RECORDS TO USE:
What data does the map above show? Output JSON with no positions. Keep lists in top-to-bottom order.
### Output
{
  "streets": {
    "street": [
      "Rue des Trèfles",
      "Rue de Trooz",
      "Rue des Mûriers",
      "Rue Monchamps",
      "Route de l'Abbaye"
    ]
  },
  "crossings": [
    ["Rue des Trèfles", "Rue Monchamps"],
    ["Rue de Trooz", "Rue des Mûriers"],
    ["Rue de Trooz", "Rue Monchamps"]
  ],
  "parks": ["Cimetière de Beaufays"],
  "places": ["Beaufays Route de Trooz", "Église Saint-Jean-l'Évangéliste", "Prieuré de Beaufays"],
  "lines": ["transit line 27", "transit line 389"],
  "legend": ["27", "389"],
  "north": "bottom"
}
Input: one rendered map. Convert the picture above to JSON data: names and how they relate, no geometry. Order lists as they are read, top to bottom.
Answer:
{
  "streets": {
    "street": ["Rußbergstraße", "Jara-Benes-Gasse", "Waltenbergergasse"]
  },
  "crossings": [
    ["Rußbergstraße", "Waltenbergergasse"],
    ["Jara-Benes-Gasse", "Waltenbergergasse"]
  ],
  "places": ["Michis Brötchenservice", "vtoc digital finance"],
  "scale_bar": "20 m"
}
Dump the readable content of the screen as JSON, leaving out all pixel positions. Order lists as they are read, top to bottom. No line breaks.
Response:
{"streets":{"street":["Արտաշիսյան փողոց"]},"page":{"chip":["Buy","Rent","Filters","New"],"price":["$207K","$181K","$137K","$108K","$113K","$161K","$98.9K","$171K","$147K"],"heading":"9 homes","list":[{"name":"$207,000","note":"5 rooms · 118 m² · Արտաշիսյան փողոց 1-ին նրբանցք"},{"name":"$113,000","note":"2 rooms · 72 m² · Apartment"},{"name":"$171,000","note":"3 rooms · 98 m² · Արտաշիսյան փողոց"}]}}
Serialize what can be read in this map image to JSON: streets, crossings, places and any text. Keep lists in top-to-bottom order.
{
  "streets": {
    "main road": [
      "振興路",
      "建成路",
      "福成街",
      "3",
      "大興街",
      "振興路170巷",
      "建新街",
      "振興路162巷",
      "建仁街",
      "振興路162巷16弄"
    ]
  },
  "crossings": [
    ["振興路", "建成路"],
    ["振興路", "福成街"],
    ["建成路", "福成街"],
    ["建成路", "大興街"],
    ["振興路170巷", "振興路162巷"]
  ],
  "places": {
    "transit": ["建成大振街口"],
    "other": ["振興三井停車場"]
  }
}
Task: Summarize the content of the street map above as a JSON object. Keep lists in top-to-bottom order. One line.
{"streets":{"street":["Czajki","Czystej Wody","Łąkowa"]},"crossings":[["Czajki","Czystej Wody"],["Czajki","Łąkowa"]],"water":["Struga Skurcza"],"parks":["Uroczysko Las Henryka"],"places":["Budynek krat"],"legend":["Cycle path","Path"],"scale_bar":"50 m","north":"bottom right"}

REQUIRED WORK:
Only the lines from the one containing "Dump the readable" through the last line above belong in your answer. Retype them exactly.

ANSWER TO THE EXERCISE:
Dump the readable content of the screen as JSON, leaving out all pixel positions. Order lists as they are read, top to bottom. No line breaks.
Response:
{"streets":{"street":["Արտաշիսյան փողոց"]},"page":{"chip":["Buy","Rent","Filters","New"],"price":["$207K","$181K","$137K","$108K","$113K","$161K","$98.9K","$171K","$147K"],"heading":"9 homes","list":[{"name":"$207,000","note":"5 rooms · 118 m² · Արտաշիսյան փողոց 1-ին նրբանցք"},{"name":"$113,000","note":"2 rooms · 72 m² · Apartment"},{"name":"$171,000","note":"3 rooms · 98 m² · Արտաշիսյան փողոց"}]}}
Serialize what can be read in this map image to JSON: streets, crossings, places and any text. Keep lists in top-to-bottom order.
{
  "streets": {
    "main road": [
      "振興路",
      "建成路",
      "福成街",
      "3",
      "大興街",
      "振興路170巷",
      "建新街",
      "振興路162巷",
      "建仁街",
      "振興路162巷16弄"
    ]
  },
  "crossings": [
    ["振興路", "建成路"],
    ["振興路", "福成街"],
    ["建成路", "福成街"],
    ["建成路", "大興街"],
    ["振興路170巷", "振興路162巷"]
  ],
  "places": {
    "transit": ["建成大振街口"],
    "other": ["振興三井停車場"]
  }
}
Task: Summarize the content of the street map above as a JSON object. Keep lists in top-to-bottom order. One line.
{"streets":{"street":["Czajki","Czystej Wody","Łąkowa"]},"crossings":[["Czajki","Czystej Wody"],["Czajki","Łąkowa"]],"water":["Struga Skurcza"],"parks":["Uroczysko Las Henryka"],"places":["Budynek krat"],"legend":["Cycle path","Path"],"scale_bar":"50 m","north":"bottom right"}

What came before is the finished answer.